**AIM OF THE TASK**
Scan the listing below and copy each line holding the word "Perdue".
___
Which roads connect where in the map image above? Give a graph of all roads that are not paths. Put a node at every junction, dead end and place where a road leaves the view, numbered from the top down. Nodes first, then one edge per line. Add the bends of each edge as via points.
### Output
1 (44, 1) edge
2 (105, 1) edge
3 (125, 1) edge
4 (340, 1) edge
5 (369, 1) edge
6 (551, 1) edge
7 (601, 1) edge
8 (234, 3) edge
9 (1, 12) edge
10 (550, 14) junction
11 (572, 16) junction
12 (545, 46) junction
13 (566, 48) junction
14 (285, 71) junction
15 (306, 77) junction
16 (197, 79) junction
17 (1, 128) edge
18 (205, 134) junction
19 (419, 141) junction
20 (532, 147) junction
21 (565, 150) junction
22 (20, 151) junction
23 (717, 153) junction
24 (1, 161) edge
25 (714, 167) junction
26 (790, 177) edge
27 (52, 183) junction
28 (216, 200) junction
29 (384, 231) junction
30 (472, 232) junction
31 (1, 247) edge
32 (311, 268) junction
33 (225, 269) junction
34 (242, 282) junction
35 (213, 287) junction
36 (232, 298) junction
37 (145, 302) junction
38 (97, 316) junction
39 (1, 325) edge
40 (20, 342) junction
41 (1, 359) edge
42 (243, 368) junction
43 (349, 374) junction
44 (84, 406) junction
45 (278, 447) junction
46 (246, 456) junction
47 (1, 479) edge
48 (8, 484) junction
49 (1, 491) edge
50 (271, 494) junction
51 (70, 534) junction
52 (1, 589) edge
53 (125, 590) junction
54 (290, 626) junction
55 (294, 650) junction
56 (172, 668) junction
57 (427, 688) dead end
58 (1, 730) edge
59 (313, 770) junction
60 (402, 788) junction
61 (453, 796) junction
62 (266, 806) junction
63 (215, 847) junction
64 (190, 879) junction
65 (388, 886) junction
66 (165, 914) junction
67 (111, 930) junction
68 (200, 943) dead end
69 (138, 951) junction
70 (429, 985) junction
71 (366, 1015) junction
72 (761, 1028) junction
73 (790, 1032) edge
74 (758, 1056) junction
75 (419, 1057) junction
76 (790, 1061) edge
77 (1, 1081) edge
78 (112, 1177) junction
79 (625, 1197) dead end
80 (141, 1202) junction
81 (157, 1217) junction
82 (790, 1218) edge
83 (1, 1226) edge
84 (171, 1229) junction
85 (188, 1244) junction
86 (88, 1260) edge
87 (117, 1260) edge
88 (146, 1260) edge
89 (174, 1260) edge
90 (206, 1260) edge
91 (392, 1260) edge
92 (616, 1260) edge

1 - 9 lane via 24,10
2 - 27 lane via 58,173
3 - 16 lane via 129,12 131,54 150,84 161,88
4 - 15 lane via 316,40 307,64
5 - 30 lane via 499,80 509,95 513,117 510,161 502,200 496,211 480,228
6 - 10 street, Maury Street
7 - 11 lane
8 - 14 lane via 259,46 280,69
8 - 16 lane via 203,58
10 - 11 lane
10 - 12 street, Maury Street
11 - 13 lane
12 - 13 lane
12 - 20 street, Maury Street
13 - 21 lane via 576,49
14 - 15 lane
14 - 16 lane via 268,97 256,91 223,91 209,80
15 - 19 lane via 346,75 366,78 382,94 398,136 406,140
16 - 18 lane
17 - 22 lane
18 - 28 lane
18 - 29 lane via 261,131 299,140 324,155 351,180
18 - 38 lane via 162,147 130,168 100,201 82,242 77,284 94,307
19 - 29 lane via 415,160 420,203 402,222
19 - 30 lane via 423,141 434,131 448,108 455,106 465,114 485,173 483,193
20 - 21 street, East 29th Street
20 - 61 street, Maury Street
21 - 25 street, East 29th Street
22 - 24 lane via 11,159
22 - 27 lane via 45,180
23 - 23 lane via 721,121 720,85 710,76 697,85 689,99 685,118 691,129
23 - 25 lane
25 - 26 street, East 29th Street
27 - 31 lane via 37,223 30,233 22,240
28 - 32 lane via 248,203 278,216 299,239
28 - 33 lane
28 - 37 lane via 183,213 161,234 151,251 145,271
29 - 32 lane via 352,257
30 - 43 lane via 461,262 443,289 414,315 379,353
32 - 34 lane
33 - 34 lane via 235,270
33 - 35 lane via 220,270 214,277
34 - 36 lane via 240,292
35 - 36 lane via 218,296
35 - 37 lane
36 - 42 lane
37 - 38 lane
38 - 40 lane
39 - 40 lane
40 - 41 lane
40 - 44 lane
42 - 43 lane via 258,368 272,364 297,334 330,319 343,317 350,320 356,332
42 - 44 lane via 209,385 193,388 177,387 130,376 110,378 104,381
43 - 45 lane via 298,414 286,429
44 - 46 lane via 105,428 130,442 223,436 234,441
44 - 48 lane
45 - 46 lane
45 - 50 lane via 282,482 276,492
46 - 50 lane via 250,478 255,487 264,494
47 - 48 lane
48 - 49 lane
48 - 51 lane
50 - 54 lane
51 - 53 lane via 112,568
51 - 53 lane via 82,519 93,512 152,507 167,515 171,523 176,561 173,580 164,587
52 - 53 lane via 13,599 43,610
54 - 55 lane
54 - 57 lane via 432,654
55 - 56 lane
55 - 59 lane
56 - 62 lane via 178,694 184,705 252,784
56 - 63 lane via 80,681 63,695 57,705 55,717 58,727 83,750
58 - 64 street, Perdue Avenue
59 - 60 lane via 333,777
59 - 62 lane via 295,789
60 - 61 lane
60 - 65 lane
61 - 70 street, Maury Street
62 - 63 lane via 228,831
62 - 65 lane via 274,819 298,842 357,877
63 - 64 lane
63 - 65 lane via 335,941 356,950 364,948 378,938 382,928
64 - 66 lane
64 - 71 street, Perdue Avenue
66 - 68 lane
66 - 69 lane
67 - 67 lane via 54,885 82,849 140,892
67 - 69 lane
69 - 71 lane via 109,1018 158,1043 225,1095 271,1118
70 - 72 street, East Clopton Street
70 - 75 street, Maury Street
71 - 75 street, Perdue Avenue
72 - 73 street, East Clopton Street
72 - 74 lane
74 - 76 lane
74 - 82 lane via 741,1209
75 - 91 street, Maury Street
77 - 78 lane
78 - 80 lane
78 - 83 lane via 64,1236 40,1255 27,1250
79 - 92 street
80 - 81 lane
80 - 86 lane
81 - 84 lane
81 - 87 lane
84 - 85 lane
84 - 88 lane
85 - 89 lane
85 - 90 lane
___
**RESULT**
58 - 64 street, Perdue Avenue
64 - 71 street, Perdue Avenue
71 - 75 street, Perdue Avenue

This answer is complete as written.